Die ethnische Herkunft eines Mitarbeiters sei einer der Unterschiede in einer bunt besetzten Belegschaft, auch sein Lebensstil oder andere Merkmale wie Religion und sexuelle Orientierung. In der Personalpolitik heißt dieser positive Umgang mit den Unterschieden und Gemeinsamkeiten eines heterogenen Teams "Diversity Management". Merx nennt die deutsche Fußball-Nationalmannschaft der Männer als Beispiel: "Bei der Weltmeisterschaft 2010 hatte fast die Hälfte des Kaders einen Migrationshintergrund."

Ziel des Vortrags- und Diskussionsabend am Dienstagabend im Rathaus Merzig war es nach Worten von Manfred Kost, Beigeordneter der Stadt Merzig, "dieses Thema an Menschen heranzubringen und sie zu sensibilisieren". Oliver Groll von der IHK sieht den positiven Nutzen einer vielfältigen Firmenbelegschaft auch darin, so dem Fachkräftemangel entgegenzuwirken. Als erfolgreiches Beispiel für den produktiven Umgang mit einem bunten Strauß Mitarbeiter nennt Caroline Gisch vom IQ Netzwerk Merzig die Ford-Werke in Saarlouis. Efe Icten, Prozessbegleiter für Diversity Management, berichtet von dort: "Nach den guten Erfahrungen, die wir im Kölner Ford-Werk mit ausländischen Mitarbeitern gemacht haben, haben wir Diversity Management gezielt vorangetrieben. Diese Mitarbeiter zeichneten sich besonders aus durch Fleiß, Zuverlässigkeit und eine sehr gute Teamfähigkeit." Das Unternehmen mache keine Unterschiede zwischen Mitarbeitern, die einen Migrationshintergrund hätten, und den anderen Team-Mitgliedern.

"Das kann ich nur bestätigen!", sagt Ford-Mitarbeiter Giuseppe d'Auria, der unter den Zuhörern saß. Er hat italienische Wurzeln, lebt sei 40 Jahren in Deutschland und arbeitet bereits viele Jahre bei Ford in Saarlouis.
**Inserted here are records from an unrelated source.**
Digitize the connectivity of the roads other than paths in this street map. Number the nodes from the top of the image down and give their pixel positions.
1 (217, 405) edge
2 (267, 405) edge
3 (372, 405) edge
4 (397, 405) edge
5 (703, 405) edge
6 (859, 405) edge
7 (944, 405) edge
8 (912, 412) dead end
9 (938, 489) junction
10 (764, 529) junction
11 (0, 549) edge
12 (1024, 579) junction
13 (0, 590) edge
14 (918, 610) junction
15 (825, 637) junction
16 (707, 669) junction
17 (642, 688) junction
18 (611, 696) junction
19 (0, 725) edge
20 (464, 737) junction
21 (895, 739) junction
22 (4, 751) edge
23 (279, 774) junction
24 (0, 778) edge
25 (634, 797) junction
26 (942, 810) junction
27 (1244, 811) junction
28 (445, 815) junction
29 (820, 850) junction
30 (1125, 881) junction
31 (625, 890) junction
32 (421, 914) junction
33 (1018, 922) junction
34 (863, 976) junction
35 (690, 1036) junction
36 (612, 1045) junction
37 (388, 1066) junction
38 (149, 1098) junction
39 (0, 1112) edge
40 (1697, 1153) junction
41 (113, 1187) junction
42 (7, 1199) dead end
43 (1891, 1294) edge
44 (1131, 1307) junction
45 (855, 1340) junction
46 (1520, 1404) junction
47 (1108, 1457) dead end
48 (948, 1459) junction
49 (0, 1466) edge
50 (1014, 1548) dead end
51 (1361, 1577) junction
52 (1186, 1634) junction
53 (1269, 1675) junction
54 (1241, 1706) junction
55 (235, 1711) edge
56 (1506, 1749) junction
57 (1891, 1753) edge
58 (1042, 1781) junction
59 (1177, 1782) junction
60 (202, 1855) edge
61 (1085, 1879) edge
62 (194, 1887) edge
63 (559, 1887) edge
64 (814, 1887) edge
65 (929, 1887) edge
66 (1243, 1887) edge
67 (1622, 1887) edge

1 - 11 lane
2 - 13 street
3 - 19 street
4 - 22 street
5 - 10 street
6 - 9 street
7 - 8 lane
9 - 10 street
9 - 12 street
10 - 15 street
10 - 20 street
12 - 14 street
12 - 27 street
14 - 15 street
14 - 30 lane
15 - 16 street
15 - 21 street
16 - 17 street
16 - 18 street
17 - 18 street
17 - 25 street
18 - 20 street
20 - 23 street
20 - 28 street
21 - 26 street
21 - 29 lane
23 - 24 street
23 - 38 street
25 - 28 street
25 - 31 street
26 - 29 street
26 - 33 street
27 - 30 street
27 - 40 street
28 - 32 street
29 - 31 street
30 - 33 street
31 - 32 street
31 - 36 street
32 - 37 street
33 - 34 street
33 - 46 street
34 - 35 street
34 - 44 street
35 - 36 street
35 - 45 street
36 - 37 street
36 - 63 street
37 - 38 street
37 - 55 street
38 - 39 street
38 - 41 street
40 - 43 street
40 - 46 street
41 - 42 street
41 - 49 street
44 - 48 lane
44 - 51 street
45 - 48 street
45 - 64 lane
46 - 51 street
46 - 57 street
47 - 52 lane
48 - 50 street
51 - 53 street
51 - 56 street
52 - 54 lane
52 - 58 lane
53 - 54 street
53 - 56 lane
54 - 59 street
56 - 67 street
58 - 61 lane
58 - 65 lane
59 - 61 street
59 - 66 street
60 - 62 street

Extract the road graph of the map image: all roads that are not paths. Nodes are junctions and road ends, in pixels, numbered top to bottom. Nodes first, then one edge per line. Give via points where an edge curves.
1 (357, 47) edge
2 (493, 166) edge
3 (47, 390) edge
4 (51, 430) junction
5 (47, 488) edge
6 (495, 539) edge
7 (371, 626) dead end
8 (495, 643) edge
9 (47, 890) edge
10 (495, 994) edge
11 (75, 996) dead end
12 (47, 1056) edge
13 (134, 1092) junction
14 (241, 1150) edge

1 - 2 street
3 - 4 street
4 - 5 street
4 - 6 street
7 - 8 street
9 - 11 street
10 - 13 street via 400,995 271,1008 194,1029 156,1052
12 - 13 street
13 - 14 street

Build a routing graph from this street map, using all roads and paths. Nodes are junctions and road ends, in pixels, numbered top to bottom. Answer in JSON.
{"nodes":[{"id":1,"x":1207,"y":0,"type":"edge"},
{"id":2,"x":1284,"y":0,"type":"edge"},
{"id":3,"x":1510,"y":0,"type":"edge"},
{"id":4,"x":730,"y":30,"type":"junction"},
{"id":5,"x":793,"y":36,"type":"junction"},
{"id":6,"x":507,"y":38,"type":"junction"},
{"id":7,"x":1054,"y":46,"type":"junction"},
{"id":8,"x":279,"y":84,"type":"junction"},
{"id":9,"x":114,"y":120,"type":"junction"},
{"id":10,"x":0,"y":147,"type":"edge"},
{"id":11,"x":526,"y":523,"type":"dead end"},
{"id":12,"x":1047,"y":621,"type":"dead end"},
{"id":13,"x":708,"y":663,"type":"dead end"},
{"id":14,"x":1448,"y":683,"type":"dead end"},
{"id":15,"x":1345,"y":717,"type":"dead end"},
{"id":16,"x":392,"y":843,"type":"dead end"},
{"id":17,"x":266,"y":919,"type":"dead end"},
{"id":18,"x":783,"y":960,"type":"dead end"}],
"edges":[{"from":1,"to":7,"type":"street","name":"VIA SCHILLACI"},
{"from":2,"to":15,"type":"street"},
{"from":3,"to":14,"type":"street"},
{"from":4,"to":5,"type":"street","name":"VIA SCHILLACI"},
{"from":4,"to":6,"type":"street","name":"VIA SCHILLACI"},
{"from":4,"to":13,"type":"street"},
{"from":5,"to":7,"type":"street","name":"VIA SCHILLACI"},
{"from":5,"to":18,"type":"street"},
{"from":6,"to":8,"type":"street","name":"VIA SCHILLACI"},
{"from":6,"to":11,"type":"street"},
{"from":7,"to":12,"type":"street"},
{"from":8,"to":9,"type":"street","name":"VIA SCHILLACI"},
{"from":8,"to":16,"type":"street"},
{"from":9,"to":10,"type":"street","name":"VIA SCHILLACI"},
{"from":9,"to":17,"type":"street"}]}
Aber auch Udo Zenner, Geschäftsführer von Zenner Aluminiumbau in Merzig, kann erfolgreich umgesetztes Vielfaltsmanagement vermelden: "Vier von meinen 30 Mitarbeitern haben einen Migrations-Hintergrund, davon sind zwei Auszubildende", erzählt er. "Außerdem arbeiten bei uns Männer und Frauen in jedem Alter und drei Schwerbehinderte, die körperlich eingeschränkt sind." Als Vorteil dieses heterogenen Teams sieht er den Austausch von Wissen unter den Kollegen. Nicht nur die älteren bildeten die jüngeren aus, sondern die jüngeren gäben umgekehrt zum Beispiel ihre Kenntnisse im Umgang mit neuen Medien weiter. Davon profitiere die Firma. Einfach sei es nicht, sagt Zenner: "Früher waren sich die Mitarbeiter ähnlicher, sie hatten zum Beispiel eine vergleichbare soziale Herkunft und Bildung." Heute sei das anders. So gebe es oft Kommunikationsschwierigkeiten im Team, dann müsse er als Mediator zwischen Kollegen vermitteln. Seine Strategie: "Möglichst viele mit ins Boot holen und mir die nötige Zeit nehmen", sagt Zenner. Was Mitarbeiter aus seiner Sicht tun könnten, damit ein buntes Team funktioniert: Sie sollten akzeptieren, dass alle verschieden seien.

Im Jahr 2012 hatten 13 Prozent der Merziger Einwohner einen Migrationshintergrund, 2014 sind es rund 19 Prozent (5740 Personen). Damit liegt der Anteil der Menschen mit Migrationshintergrund leicht über dem saarländischen Durchschnitt von 18,2 Prozent. Karin Meißner von der Fachstelle Antidiskriminierung und Diversity Saar sieht Nachholbedarf im Umgang mit unterschiedlichsten Menschen im Merziger Arbeitsmarkt: So berichtet sie, dass im Jobcenter Merzig-Wadern nun Schulungen zu Diversity Management starten.

"Unsere Gesellschaft ist vielfältiger geworden. Die Kunden des Jobcenters, die einen Migrationshintergrund haben, brauchen Förderungen, Maßnahmen und Jobs, die zu ihnen passen." So wollten sie die Mitarbeiter des Jobcenters wegführen von Klischees und sie dazu bewegen, bestimmte Bilder zu hinterfragen - dass zum Beispiel eine Kundin mit Kopftuch nicht gleichzeitig mangelhafte deutsche Sprachkenntnisse haben müsse.